§ EXERCISE DESCRIPTION
From top to bottom, return the records that follow exactly.

[Stored data entries]
_ _ _
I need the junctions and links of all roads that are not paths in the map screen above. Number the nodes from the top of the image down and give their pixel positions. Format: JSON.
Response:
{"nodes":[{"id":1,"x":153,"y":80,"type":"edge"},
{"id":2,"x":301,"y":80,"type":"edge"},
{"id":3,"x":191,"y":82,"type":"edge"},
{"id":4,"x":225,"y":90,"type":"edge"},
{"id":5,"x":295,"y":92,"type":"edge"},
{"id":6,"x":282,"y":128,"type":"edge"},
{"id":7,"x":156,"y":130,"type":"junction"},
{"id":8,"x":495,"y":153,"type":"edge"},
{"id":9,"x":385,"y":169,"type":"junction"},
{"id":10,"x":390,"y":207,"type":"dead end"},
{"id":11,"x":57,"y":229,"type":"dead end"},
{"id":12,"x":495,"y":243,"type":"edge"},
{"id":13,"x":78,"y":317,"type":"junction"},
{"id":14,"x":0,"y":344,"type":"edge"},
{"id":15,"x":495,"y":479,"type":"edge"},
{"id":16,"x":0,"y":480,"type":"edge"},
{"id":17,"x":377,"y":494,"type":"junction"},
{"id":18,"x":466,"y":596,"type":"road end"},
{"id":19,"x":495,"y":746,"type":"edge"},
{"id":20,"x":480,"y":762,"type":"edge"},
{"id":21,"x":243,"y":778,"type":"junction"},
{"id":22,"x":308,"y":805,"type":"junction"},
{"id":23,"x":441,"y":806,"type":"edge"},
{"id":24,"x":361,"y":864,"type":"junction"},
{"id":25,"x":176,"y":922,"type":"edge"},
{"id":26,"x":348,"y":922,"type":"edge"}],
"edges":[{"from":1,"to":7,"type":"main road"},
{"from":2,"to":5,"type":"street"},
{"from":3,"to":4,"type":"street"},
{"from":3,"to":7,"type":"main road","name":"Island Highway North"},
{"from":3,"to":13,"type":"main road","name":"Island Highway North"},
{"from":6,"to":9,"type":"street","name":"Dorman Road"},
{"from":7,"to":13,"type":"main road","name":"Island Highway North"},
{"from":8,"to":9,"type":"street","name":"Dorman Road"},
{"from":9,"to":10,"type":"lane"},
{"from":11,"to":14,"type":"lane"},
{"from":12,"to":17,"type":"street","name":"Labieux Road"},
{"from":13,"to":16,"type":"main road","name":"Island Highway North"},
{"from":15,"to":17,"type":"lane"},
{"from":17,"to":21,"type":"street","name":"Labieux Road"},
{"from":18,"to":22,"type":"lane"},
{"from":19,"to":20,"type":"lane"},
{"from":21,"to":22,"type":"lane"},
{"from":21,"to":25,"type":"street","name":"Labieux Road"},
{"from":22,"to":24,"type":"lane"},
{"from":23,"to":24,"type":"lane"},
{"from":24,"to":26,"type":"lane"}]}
_ _ _
§ YOUR RESPONSE
I need the junctions and links of all roads that are not paths in the map screen above. Number the nodes from the top of the image down and give their pixel positions. Format: JSON.
Response:
{"nodes":[{"id":1,"x":153,"y":80,"type":"edge"},
{"id":2,"x":301,"y":80,"type":"edge"},
{"id":3,"x":191,"y":82,"type":"edge"},
{"id":4,"x":225,"y":90,"type":"edge"},
{"id":5,"x":295,"y":92,"type":"edge"},
{"id":6,"x":282,"y":128,"type":"edge"},
{"id":7,"x":156,"y":130,"type":"junction"},
{"id":8,"x":495,"y":153,"type":"edge"},
{"id":9,"x":385,"y":169,"type":"junction"},
{"id":10,"x":390,"y":207,"type":"dead end"},
{"id":11,"x":57,"y":229,"type":"dead end"},
{"id":12,"x":495,"y":243,"type":"edge"},
{"id":13,"x":78,"y":317,"type":"junction"},
{"id":14,"x":0,"y":344,"type":"edge"},
{"id":15,"x":495,"y":479,"type":"edge"},
{"id":16,"x":0,"y":480,"type":"edge"},
{"id":17,"x":377,"y":494,"type":"junction"},
{"id":18,"x":466,"y":596,"type":"road end"},
{"id":19,"x":495,"y":746,"type":"edge"},
{"id":20,"x":480,"y":762,"type":"edge"},
{"id":21,"x":243,"y":778,"type":"junction"},
{"id":22,"x":308,"y":805,"type":"junction"},
{"id":23,"x":441,"y":806,"type":"edge"},
{"id":24,"x":361,"y":864,"type":"junction"},
{"id":25,"x":176,"y":922,"type":"edge"},
{"id":26,"x":348,"y":922,"type":"edge"}],
"edges":[{"from":1,"to":7,"type":"main road"},
{"from":2,"to":5,"type":"street"},
{"from":3,"to":4,"type":"street"},
{"from":3,"to":7,"type":"main road","name":"Island Highway North"},
{"from":3,"to":13,"type":"main road","name":"Island Highway North"},
{"from":6,"to":9,"type":"street","name":"Dorman Road"},
{"from":7,"to":13,"type":"main road","name":"Island Highway North"},
{"from":8,"to":9,"type":"street","name":"Dorman Road"},
{"from":9,"to":10,"type":"lane"},
{"from":11,"to":14,"type":"lane"},
{"from":12,"to":17,"type":"street","name":"Labieux Road"},
{"from":13,"to":16,"type":"main road","name":"Island Highway North"},
{"from":15,"to":17,"type":"lane"},
{"from":17,"to":21,"type":"street","name":"Labieux Road"},
{"from":18,"to":22,"type":"lane"},
{"from":19,"to":20,"type":"lane"},
{"from":21,"to":22,"type":"lane"},
{"from":21,"to":25,"type":"street","name":"Labieux Road"},
{"from":22,"to":24,"type":"lane"},
{"from":23,"to":24,"type":"lane"},
{"from":24,"to":26,"type":"lane"}]}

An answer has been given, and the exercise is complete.